The incidence of myelodysplastic syndromes (MDS) has been underestimated in population based registries due to lack of reporting and under-diagnosis.  Using Medicare databases, the incidence in patients 65 years or older is estimated to be between 75 and 162 per 100,000 and growing.  There are several unmet needs in this patient population, including patients not receiving therapies to potentially reduce transfusion needs and lack of treatment options for patients who fail standard therapy.  In addition, older MDS patients are not always given the opportunity to participate in shared decision making for their healthcare needs.


-MDS is a disorder of the bone marrow where cells are not maturing properly resulting in low blood counts, increasing the risk of infection, bleeding, and fatigue.  It is more common in older patients, often in their 70s and 80s. 

-The incidence of MDS is underreported in population based registries due to a variety of reasons, including under-diagnosis, lack of uniform classification as a malignancy, lack of reporting in outpatient clinics, and changing of guidelines for how MDS is coded when billing insurance companies.

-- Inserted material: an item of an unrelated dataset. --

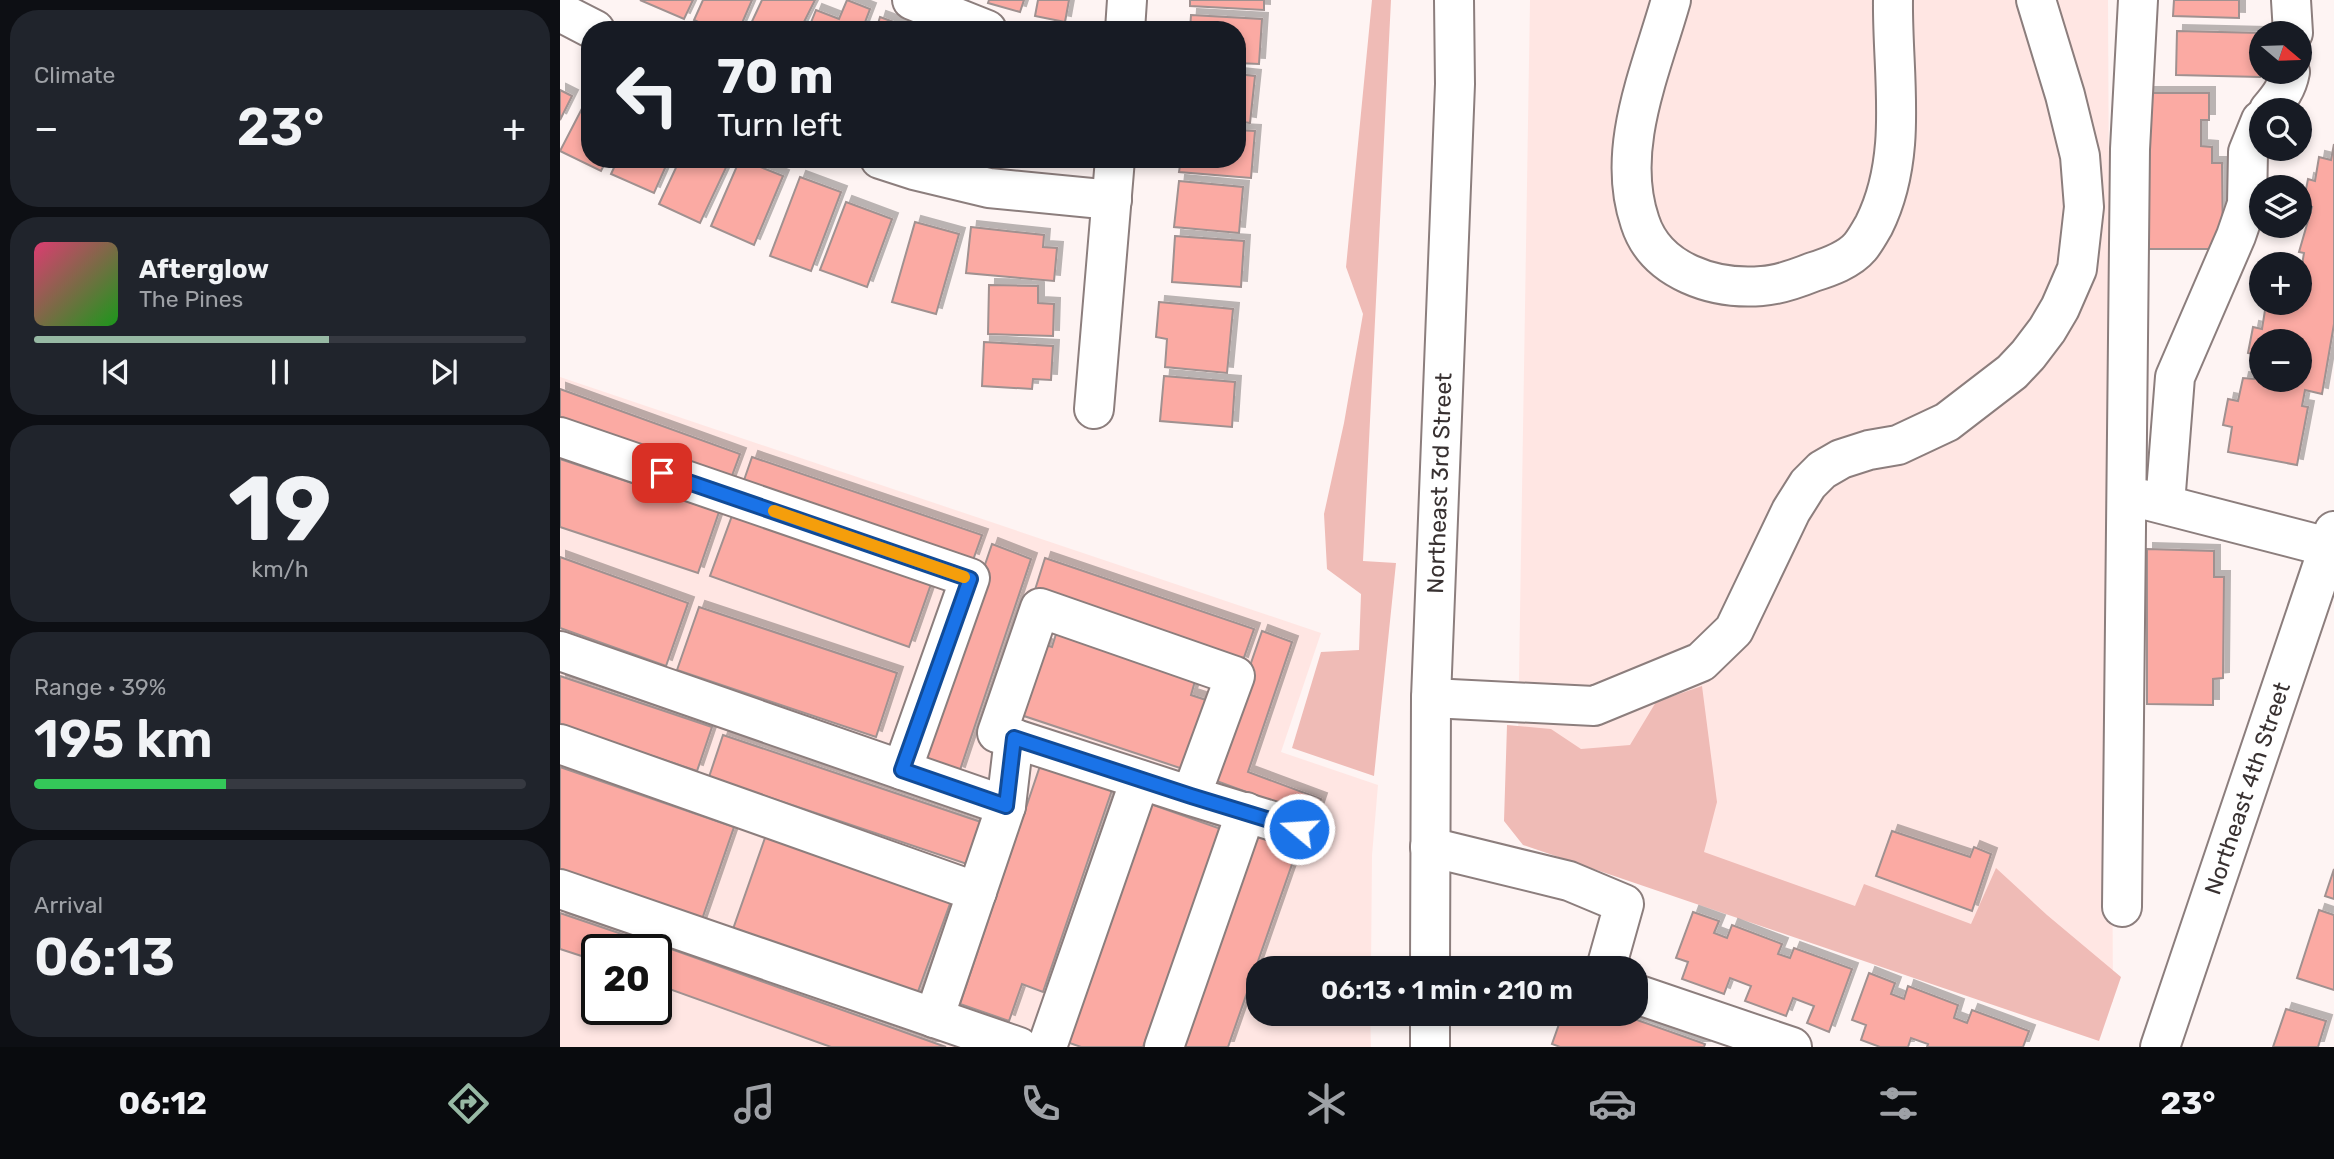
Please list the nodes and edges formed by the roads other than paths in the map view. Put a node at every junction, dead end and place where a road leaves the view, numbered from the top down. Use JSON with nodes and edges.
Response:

-It is estimated that the prevalence of MDS in the United States is somewhere between 60,000 to 170,000 and projected to rise as newer therapies are developed and people live longer.

-Going forward, it may be useful to create new search engines that could link electronic pathology reports to cancer registries and increase accuracy of data.

-Accurate diagnosis of MDS is important to estimate health care resource utilization.  Cost of drugs alone for lower-risk patients is estimated to be $63,577 per patient per year.  Certain characteristics are associated with increased cost, including shortness of breath, sepsis, arrhythmia, bacteremia, transfusion dependency, congestive heart failure/heart disease, and pneumonia.  Patients requiring transfusions also have higher Medicare costs and require more hospital services. 

-Red-blood cell transfusion dependence is associated with increased mortality and worse quality of life in patients with MDS.  Frequent transfusions can result in iron overload, which can increase risk of heart problems, diabetes, breathing difficulties, liver disease, and infections.  Patients who receive active therapies but no transfusions have less risk of these complications than those who are transfusion-dependent. 

-Many patients receiving transfusions do not receive active therapies even though treatments such as azacitidine and lenalidomide have been shown to decrease red blood cell transfusion dependence.  Low-intensity therapy has been shown to be well-tolerated and effective in the older patient population, including those aged 75 and above.  It is unclear why these patients are not receiving active therapies, whether due to patient preference, physicians not offering treatment, or concerns about side-effects since treatment may initially worsen blood counts.  This deserves further investigation.

-Patients who do not respond to or relapse after therapy with hypomethlating agents (azacitidine and decitabine) carry a poor prognosis.  These patients may be considered for a clinical trial or allogeneic stem cell transplant if available.  This is a large unmet need in MDS.  Importantly, many patients do not receive an adequate number of cycles of hypomethylating therapy before being declared a non-responder. 


-Population-based registries have underestimated the incidence of MDS.  In addition, older patients with low blood counts are often under-diagnosed or not referred to a hematologist.  As we gain access to better epidemiologic data, we may have better tools to address unmet needs in this patient population.